Learning from Mistakes

Why do many people seem to not learn from their mistakes? I’m sure you’ve seen someone make the same mistake over and over again. Have you ever seen a child touch something hot and burn himself several times? Why is this?

It’s not necessarily a reflection of intelligence. In fact, highly intelligent people seem to be even more likely to make the same errors repeatedly. Perhaps it’s just a part of human nature, a curiosity that compels us to keep trying things and not give up. Unfortunately, this trait doesn’t work very well for a lot of people.

If we keep attempting to do the same things again and again with the expectation of a different outcome, isn’t that the definition of insanity? Something must be broken here. In order to get a different result, hopefully, a successful one, we have to vary our technique. We have to get creative and try new things.

Successful people make many mistakes, more than most other people, because they have tried more. Remember the story of Thomas Edison and his 10,000 attempts at making a light bulb that actually worked? The last one was the one that did it for him. Each time he tried something, though, he changed the components at least a little bit. He examined his failures and kept going through trial and error. Sure, a more scientific approach might have benefited him, but the important thing is that he was persistent and kept trying different approaches to solving the problem at hand. He learned from his mistakes.

This may be an extreme example, but the fact is that most successful people aren’t successful on their first try. Many try lots of different approaches to solving the hereditary problems of humankind, like poverty and disease. The difference is that they learn from their mistakes and they don’t quit after failure.

That’s the trick: They examine their failures and do something with this knowledge. This is a lesson for all of us to take to heart. It can be applied to every little aspect and interaction in life if you choose, but be careful not to over analyze. It’s ok and appropriate to do what the Army calls an After Action Report. After an event of some significance occurs, ask yourself what went wrong, what went right, and how could you have done better?

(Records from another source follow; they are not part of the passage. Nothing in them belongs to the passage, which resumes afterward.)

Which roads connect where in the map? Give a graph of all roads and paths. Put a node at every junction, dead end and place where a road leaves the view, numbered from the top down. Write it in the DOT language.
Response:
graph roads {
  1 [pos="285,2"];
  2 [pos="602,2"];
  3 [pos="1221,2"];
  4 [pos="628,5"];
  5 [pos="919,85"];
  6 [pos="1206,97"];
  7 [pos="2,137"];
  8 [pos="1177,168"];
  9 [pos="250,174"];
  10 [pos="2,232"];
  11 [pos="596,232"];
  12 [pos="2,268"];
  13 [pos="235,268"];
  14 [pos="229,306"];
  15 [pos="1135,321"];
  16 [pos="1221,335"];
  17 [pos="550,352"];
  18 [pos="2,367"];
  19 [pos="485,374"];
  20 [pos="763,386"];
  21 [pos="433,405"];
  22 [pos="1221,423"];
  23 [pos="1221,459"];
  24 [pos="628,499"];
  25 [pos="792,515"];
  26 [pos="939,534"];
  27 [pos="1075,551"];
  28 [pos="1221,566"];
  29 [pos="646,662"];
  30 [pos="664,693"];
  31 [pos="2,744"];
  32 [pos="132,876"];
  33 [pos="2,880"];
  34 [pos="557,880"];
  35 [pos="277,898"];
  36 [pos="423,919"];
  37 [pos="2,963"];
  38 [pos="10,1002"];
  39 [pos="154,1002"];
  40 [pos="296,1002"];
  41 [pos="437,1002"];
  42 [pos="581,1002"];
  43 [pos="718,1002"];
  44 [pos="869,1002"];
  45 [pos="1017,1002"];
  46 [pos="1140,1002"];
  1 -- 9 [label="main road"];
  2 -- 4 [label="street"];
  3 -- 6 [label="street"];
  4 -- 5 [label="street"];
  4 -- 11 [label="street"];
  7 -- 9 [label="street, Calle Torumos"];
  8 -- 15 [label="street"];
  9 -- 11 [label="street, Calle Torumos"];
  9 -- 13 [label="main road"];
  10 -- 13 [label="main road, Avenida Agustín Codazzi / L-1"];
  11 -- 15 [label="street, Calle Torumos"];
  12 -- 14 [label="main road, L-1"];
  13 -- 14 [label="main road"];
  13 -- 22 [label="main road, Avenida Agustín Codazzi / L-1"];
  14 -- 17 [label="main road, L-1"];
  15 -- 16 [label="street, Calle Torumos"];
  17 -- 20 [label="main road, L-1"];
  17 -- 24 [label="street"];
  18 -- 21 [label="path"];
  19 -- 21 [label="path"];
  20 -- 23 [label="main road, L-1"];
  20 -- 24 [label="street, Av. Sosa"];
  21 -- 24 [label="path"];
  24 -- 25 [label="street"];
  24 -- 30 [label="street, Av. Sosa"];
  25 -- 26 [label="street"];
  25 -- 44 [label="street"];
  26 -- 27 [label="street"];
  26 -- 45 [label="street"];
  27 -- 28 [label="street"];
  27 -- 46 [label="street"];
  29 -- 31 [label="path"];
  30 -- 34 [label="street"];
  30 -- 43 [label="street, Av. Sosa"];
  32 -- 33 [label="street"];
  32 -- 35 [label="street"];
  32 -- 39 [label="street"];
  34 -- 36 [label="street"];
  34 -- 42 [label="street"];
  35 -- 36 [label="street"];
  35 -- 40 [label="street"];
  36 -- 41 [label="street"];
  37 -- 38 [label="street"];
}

Why did I snap at my child? Why was I late for work? Why did I miss a deadline? Why didn’t I post on my blog for an entire week? When you examine these questions, don’t be overly hard on yourself, but try to get outside of yourself to look for the answers. We tend to be trapped by our own perceptions of the world around us and sometimes fail to see things from other perspectives.

The bottom line is to try learn from every failure, make necessary adjustments and keep trying. Don’t be insane, try a new approach and eventually you’ll come up with a better result.